In this process, the solution resolution process, the user experience process, and the knowledge update process are three closely related processes. The true expression of user requirements in the design process and the correct resolution of the design solution are the core of designing a product that satisfies users. The advanced knowledge support technology provides a knowledge set for each stage of conceptual design solutions, which will help the expression of user requirements and assist the designers to resolve the design solution correctly. The knowledge set provides designers with function, behavior, and structure knowledge related to the product to reduce designer workload and improve design efficiency and is updated at the end of each design stage to prepare for the next round of revisions. As the design process progresses, the knowledge set becomes increasingly rich and precise, while user dissatisfaction with the product gradually diminishes, culminating in the finalization of the product design. Advanced knowledge support cannot be separated from the support of advanced technology, and more advanced methods and tools will further facilitate design intelligence in the future.

With the promotion of customized design, deeper user participation in design has brought about more complex understanding and decision-making problems, posing challenges to conceptual design in the field of design. This paper focuses on several key topics in the new design model: (1) the relationship between factors that influence user-centric product conceptual design; (2) an adaptation of design solutions to dynamic requirements; (3) the organization and support of multi-domain and continuous knowledge. The continuous solution resolution process was proposed in this paper as a way to achieve continuous convergence of the design solutions toward the user requirements, which facilitates the clarity of design goals during the design process, and deviation is the cause of the continuous solution resolution process. The content of this paper is based on the authors’ thinking about user-centric product conceptual design but still has some limitations. It remains a challenge to further reduce the workload while designing the product that best satisfies the user. A calculation method that includes deviation value and its rate of change needs to be further investigated; How to obtain the real requirements of users completely and comprehensively at one time is the key technology that needs to be overcome for mass customization product technology, and AI tools for deep user requirements mining can assist designers to understand user requirements more truly.
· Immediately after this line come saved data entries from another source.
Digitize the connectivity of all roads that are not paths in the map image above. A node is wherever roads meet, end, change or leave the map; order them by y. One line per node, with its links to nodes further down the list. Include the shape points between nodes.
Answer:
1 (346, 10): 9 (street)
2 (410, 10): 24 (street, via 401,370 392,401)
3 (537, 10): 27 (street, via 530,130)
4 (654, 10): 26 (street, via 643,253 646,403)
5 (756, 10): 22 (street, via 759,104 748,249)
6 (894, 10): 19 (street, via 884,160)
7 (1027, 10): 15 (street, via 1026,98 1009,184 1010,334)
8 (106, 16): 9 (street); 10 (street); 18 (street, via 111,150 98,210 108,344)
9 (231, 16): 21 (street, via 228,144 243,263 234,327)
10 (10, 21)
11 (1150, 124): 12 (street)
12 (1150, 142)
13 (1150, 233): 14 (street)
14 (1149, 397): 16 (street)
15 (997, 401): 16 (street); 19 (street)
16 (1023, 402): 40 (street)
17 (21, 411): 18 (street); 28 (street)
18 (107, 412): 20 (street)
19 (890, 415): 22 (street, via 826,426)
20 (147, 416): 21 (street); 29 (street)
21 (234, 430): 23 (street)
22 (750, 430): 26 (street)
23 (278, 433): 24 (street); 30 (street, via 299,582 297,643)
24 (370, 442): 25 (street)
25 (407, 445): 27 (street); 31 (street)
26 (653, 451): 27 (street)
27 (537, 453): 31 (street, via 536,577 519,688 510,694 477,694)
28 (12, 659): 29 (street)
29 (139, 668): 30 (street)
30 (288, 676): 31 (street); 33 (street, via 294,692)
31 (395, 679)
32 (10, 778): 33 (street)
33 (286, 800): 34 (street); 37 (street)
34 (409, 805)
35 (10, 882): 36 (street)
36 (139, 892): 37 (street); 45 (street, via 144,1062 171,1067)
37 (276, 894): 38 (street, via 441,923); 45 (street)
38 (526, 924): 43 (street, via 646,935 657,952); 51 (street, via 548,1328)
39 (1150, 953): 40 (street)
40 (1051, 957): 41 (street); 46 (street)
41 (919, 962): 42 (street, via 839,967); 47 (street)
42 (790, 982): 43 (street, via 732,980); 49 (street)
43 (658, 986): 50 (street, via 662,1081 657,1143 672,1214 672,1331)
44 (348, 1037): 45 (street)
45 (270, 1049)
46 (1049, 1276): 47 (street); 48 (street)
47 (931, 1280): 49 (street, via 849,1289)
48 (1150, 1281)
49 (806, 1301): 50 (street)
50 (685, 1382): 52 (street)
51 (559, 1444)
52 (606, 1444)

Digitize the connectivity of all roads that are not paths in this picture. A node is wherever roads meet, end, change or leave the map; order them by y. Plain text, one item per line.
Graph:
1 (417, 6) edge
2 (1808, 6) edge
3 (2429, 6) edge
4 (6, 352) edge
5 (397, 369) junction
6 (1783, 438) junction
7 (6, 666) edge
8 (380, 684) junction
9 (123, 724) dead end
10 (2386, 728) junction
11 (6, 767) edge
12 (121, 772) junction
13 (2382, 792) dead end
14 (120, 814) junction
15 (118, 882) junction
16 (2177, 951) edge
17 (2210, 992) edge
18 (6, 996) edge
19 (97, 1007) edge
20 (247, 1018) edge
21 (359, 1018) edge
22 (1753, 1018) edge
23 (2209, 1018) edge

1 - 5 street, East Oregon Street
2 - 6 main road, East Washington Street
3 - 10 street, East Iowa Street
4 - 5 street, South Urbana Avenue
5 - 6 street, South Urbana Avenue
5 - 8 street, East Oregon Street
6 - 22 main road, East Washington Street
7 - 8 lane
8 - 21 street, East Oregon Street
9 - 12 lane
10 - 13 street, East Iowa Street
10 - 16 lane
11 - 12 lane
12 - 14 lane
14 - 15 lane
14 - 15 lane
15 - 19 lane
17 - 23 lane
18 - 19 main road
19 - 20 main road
The development of intelligent technology will promote the existing design methods toward a more intelligent and user-centric trend. In the future, the continuous resolution process of design solutions needs to be considered in the context of sustainability and multi-domain knowledge assistance. Therefore, this paper makes the following outlook on the future development trend of conceptual design: (1) the development of technologies such as deep learning, edge computing, and data mining has driven the development of AI-based tools, which are beneficial in assisting users to express their real requirements, as well as in facilitating designers to analyze and understand users further; (2) constructing relevant functional and structural knowledge bases for different types of products, especially complex products, to realize the organization and association of design knowledge among different products will facilitate the innovation of solutions; (3) transform the inherent design thinking of designers to make them accept the user-centric product design concept.

This research was partially supported by National Natural Science Foundation of China (52175241) and two projects from the Sichuan Science and Technology Program (2022ZDZX0040 and 2023YFG0058).

There are no conflicts of interest.

No data, models, or code were generated or used for this paper.